The Six Day War | American Experience | Official Site

Posted by Valentine Belue on Sunday, August 11, 2024
Hijacked! | Article

The Six Day War

The Six Day War
For the Israelis, the six days of war in June 1967 were a series of stunning victories that doubled the amount of land under their control. Although it established Israel's military dominance over neighboring Arab states, the Six Day War also gave rise to an increasing militancy among Palestinian guerrillas determined to find new battlefields.

Failed U.S. Diplomacy
The Six Day War had its origins in disputes between Israel and Egypt over the rights of Israeli shipping to pass through the Suez Canal and the Red Sea. The State of Israel had been founded in May 1948. The boundaries established by Israel's 1948 war with its Arab neighbors had held uneasily for a few years when Egypt's ruler Gamal Abel Nasser decided in 1956 to nationalize the Suez Canal and deny passage to Israeli ships both there and in the Straits of Tiran that led to the Red Sea. Israel responded by invading and occupying the Sinai Peninsula for several months until a United Nations peacekeeping force was put in place and the right of free shipping restored. In late May 1967, Nasser told the U.N. force to leave Egypt and again closed the Straits of Tiran to Israel. Egypt also began preparing for an attack that was aborted when the Israelis learned of it. The United States, which had guaranteed Israel's right to passage through the Straits, asked Israel not to attack while it pursued a diplomatic resolution, but that effort was unsuccessful, and after a May 26 meeting with Israel's foreign minister, President Lyndon Johnson declared, "I've failed. They'll go."

Events of the War
The war began on June 5 with Israeli preemptive air strikes that destroyed 286 of Egypt's 420 combat aircraft. Israeli tanks surged across the Sinai, and its troops took over the Egypt-occupied Gaza Strip. Focused on the fight against Egypt, Israel initially did not seek to move against Jordan, which controlled East Jerusalem and the West Bank, but when King Hussein's troops began shelling Israeli positions, the battle plans changed. Israeli paratroopers captured East Jerusalem on June 7, and the Israeli army stormed across the West Bank, driving opposing forces to the Jordan River.

Cold War Conflict
In the meantime, both the United States and the Soviet Union publicly sought a ceasefire while privately warning the other not to intervene in the fighting (in fact, the 1967 war marked the first use of the diplomatic "hot line" between the two countries). While not rebuking Israel for its preemptive strike, the Johnson administration did impose an arms embargo on the region. It did not retaliate when the Israelis attacked an American intelligence ship, the U.S.S. Liberty, on June 8, accepting the official explanation that the assault had been a tragic accident. The United States became more concerned when Israel began to push into the Syrian-held Golan Heights, raising the possibility that the Soviet Union would respond. A U.N.-sponsored ceasefire took hold on June 10, however, and direct confrontation between the superpowers was avoided.

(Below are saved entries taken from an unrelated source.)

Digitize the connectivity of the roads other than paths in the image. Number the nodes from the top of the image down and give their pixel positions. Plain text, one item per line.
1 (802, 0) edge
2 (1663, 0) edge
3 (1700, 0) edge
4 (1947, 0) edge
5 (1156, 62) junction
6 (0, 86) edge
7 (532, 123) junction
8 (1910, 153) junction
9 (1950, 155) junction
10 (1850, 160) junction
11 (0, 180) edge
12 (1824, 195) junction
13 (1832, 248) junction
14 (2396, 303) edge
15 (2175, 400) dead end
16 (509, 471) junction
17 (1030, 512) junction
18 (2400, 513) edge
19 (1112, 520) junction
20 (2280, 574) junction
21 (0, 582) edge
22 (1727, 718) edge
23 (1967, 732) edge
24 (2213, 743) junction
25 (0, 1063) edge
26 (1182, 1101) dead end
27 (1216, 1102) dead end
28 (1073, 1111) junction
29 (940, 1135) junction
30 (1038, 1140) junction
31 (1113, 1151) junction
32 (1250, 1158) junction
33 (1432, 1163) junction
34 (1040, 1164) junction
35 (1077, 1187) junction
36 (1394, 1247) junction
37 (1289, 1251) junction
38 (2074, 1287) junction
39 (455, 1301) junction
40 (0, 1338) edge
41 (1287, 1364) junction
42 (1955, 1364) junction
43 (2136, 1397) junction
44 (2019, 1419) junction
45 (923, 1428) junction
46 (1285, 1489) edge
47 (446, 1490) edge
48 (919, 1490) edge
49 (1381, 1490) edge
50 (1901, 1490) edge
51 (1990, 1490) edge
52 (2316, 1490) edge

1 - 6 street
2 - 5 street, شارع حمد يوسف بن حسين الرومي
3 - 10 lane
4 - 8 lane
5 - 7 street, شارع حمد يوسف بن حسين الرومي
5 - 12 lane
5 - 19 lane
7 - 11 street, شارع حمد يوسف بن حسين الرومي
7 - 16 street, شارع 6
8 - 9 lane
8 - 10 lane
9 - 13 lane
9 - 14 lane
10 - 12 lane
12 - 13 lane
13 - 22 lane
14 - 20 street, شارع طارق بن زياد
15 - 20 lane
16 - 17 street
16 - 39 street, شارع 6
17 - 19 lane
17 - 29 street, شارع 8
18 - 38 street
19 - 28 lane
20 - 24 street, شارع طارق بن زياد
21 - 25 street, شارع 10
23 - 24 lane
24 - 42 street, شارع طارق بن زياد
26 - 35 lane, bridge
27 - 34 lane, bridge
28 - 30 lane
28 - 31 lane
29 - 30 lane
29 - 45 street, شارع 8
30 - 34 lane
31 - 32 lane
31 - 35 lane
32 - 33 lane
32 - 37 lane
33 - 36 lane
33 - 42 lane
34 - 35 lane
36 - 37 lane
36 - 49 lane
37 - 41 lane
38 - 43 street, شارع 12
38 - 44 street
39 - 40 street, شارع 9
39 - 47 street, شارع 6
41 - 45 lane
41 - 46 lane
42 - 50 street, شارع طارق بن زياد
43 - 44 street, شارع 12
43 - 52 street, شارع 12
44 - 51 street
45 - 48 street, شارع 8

Israeli Victory, Palestinian Resolve
The breadth of Israel's military success in the Six Day War was stunning; its troops captured the Sinai, Gaza, West Bank, East Jerusalem, and the Golan Heights, doubling the territory under the nation's control. Israel inflicted casualties at a rate some 25 times higher than it suffered, and it captured nearly 6,000 prisoners while having only 15 taken by the other side. But Israel's military dominance also created problems; roughly 500,000 Palestinians were displaced by the fighting, and a million were now under Israeli control in what became known as the "occupied territories." That November, U.N. Resolution 242 urged withdrawal from these territories in exchange for a permanent end to hostilities; this "land for peace" formula became the cornerstone of subsequent negotiations in the region. But the war had destroyed the dreams many Palestinians had of using Arab armies to defeat Israel and establish an independent state in all of pre-partition Palestine. Despite the defeat, the Palestinian exile leaders were not interested in peace. On the contrary, given the demonstrated military weakness of the Arab states, they were convinced that they had to be more aggressive in opposing Israel and demonstrating that Palestinian nationalism had not died.

Popular Front for the Liberation of Palestine
The Israeli occupation of the West Bank and Gaza greatly increased the numbers of Palestinian refugees living in squalor on international charity in camps in Lebanon, Jordan and Syria. These camps provided the bases of support and recruits for the various Palestinian militant organizations grouped under the loose umbrella of the P.L.O. led by Yasser Arafat. One such group, the Popular Front for the Liberation of Palestine was formed a few months after the end of the Six Day War. Within a year, it would stage the first hijacking of an Israeli airplane, ushering in a new phase of the Middle East conflict.